- **Problem details**: Leaving out any pictures, print the entries that follow exactly as they stand.

- **Records for this task**:
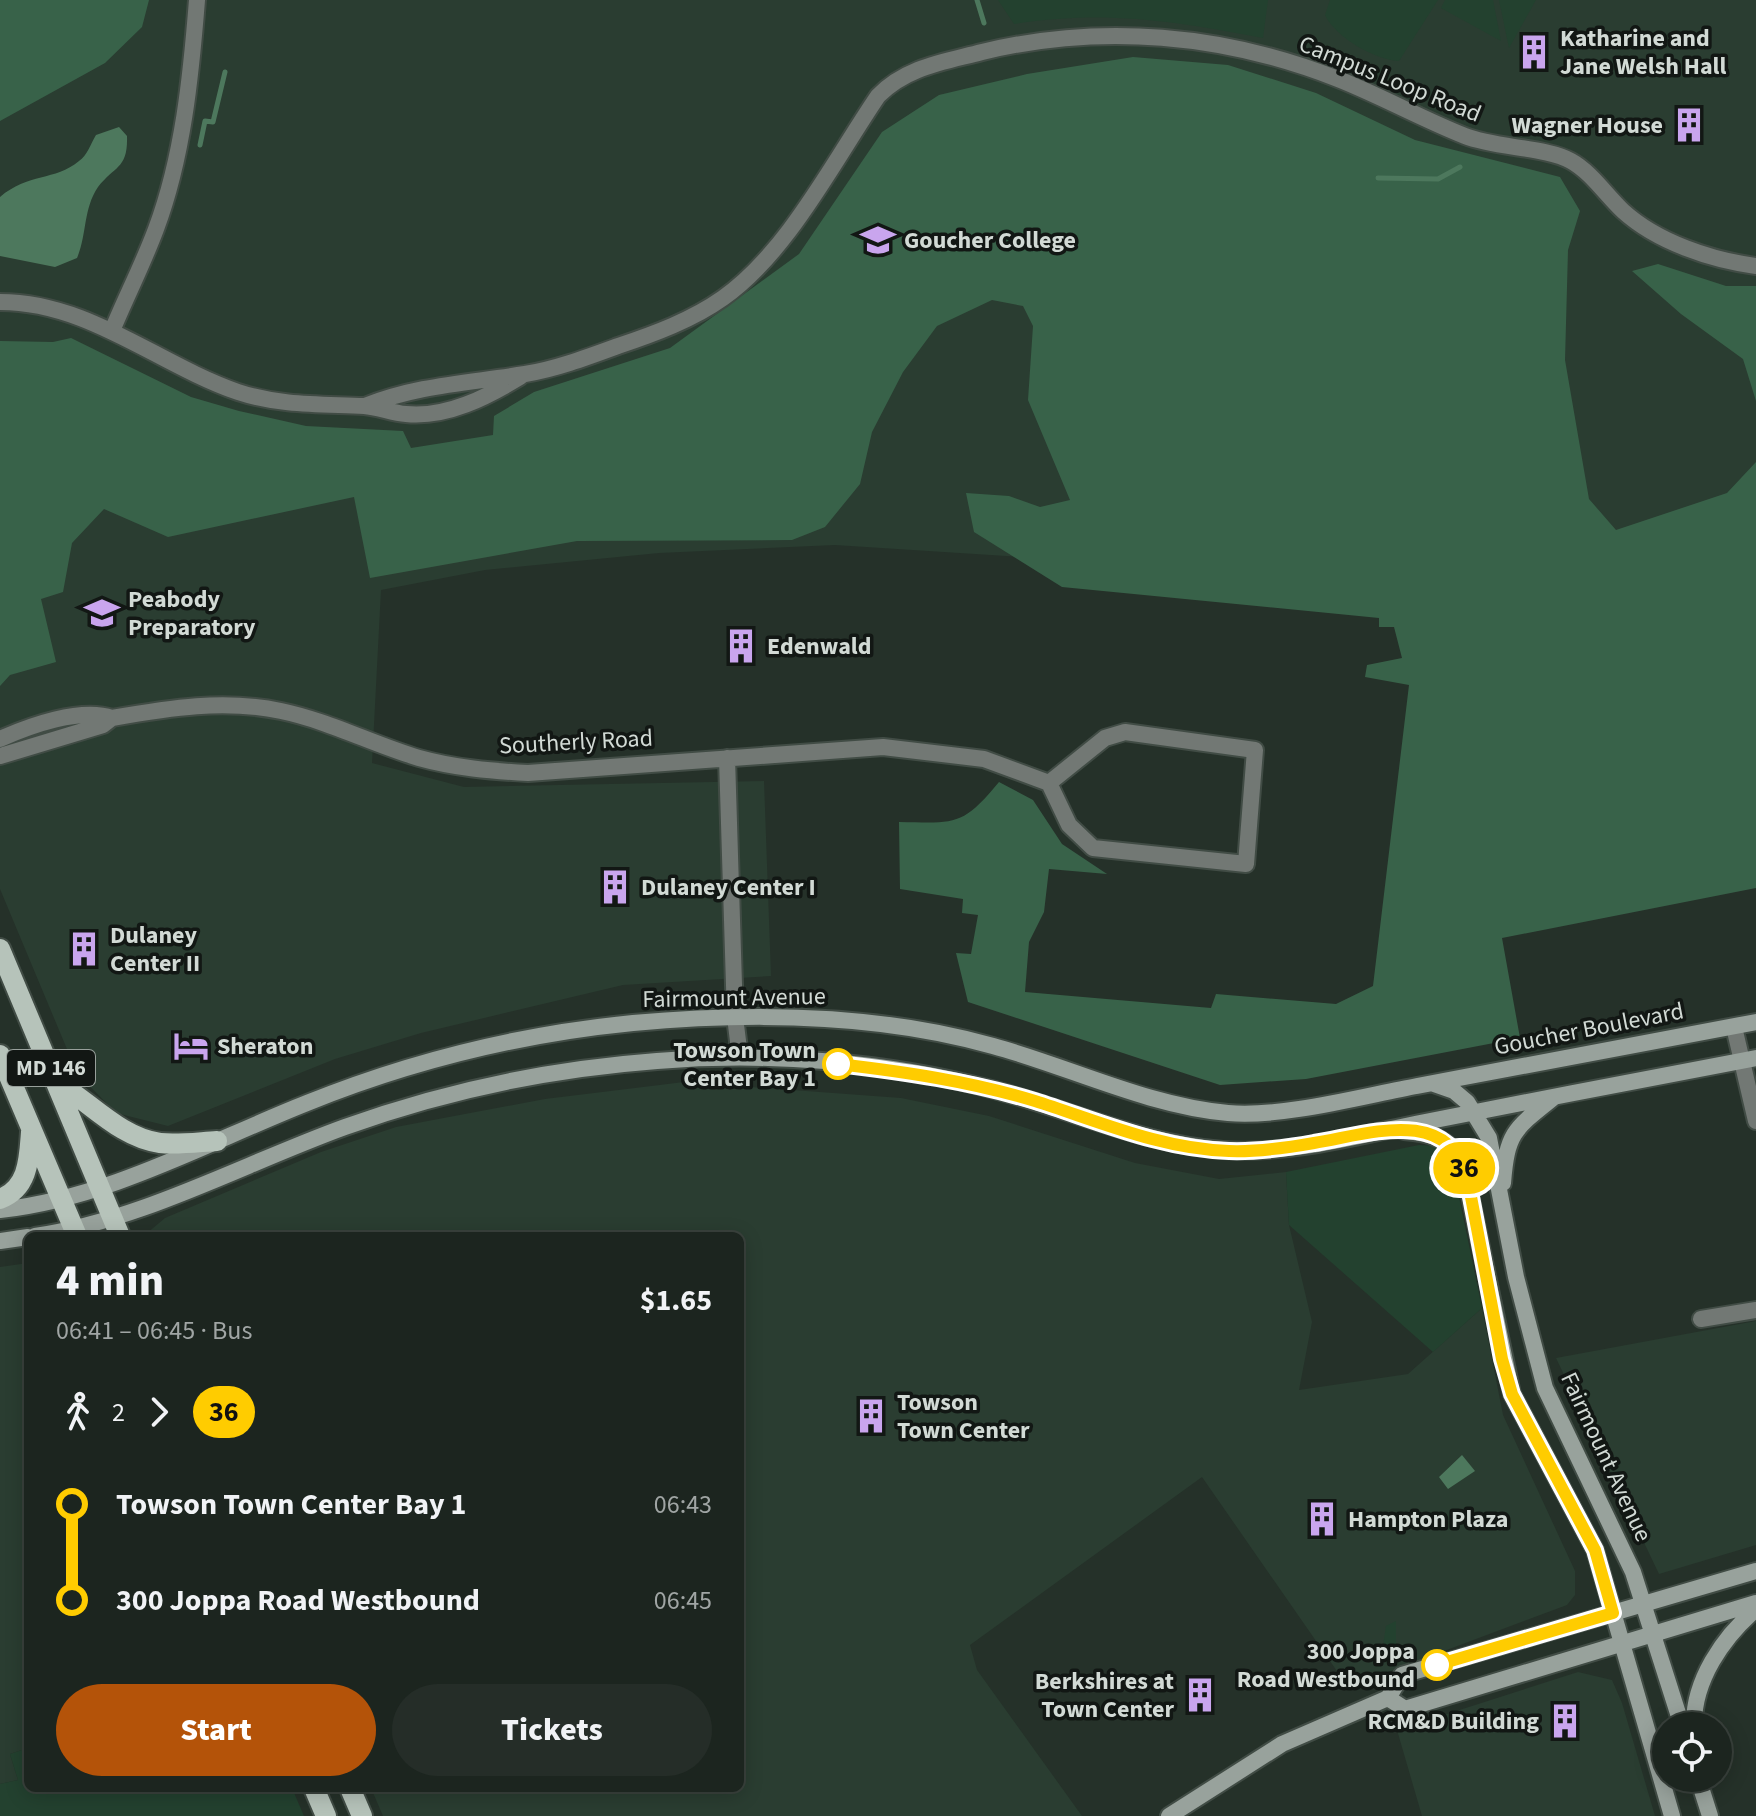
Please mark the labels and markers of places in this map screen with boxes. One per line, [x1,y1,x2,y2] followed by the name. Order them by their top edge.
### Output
[1560,21,1726,84] place label: Katharine and Jane Welsh Hall
[1515,33,1553,71] building icon: Katharine and Jane Welsh Hall
[1670,106,1708,144] building icon: Wagner House
[1512,108,1663,143] place label: Wagner House
[859,221,897,259] school or university icon: Goucher College
[904,223,1076,258] place label: Goucher College
[128,582,256,645] place label: Peabody Preparatory
[83,594,121,632] school or university icon: Peabody Preparatory
[722,627,760,665] building icon: Edenwald
[767,629,871,664] place label: Edenwald
[596,868,634,906] building icon: Dulaney Center I
[641,870,816,905] place label: Dulaney Center I
[110,918,200,981] place label: Dulaney Center II
[65,930,103,968] building icon: Dulaney Center II
[172,1027,210,1065] hotel icon: Sheraton
[217,1029,313,1064] place label: Sheraton
[673,1033,816,1096] place label: Towson Town Center Bay 1
[823,1049,853,1079] marker: Towson Town Center Bay 1
[897,1385,1030,1448] place label: Towson Town Center
[852,1397,890,1435] building icon: Towson Town Center
[1303,1500,1341,1538] building icon: Hampton Plaza
[1348,1502,1508,1537] place label: Hampton Plaza
[1237,1634,1415,1697] place label: 300 Joppa Road Westbound
[1422,1650,1452,1680] marker: 300 Joppa Road Westbound
[1035,1664,1174,1727] place label: Berkshires at Town Center
[1181,1676,1219,1714] building icon: Berkshires at Town Center
[1546,1702,1584,1740] building icon: RCM&D Building
[1367,1704,1539,1739] place label: RCM&D Building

- **Solution**:
Please mark the labels and markers of places in this map screen with boxes. One per line, [x1,y1,x2,y2] followed by the name. Order them by their top edge.
### Output
[1560,21,1726,84] place label: Katharine and Jane Welsh Hall
[1515,33,1553,71] building icon: Katharine and Jane Welsh Hall
[1670,106,1708,144] building icon: Wagner House
[1512,108,1663,143] place label: Wagner House
[859,221,897,259] school or university icon: Goucher College
[904,223,1076,258] place label: Goucher College
[128,582,256,645] place label: Peabody Preparatory
[83,594,121,632] school or university icon: Peabody Preparatory
[722,627,760,665] building icon: Edenwald
[767,629,871,664] place label: Edenwald
[596,868,634,906] building icon: Dulaney Center I
[641,870,816,905] place label: Dulaney Center I
[110,918,200,981] place label: Dulaney Center II
[65,930,103,968] building icon: Dulaney Center II
[172,1027,210,1065] hotel icon: Sheraton
[217,1029,313,1064] place label: Sheraton
[673,1033,816,1096] place label: Towson Town Center Bay 1
[823,1049,853,1079] marker: Towson Town Center Bay 1
[897,1385,1030,1448] place label: Towson Town Center
[852,1397,890,1435] building icon: Towson Town Center
[1303,1500,1341,1538] building icon: Hampton Plaza
[1348,1502,1508,1537] place label: Hampton Plaza
[1237,1634,1415,1697] place label: 300 Joppa Road Westbound
[1422,1650,1452,1680] marker: 300 Joppa Road Westbound
[1035,1664,1174,1727] place label: Berkshires at Town Center
[1181,1676,1219,1714] building icon: Berkshires at Town Center
[1546,1702,1584,1740] building icon: RCM&D Building
[1367,1704,1539,1739] place label: RCM&D Building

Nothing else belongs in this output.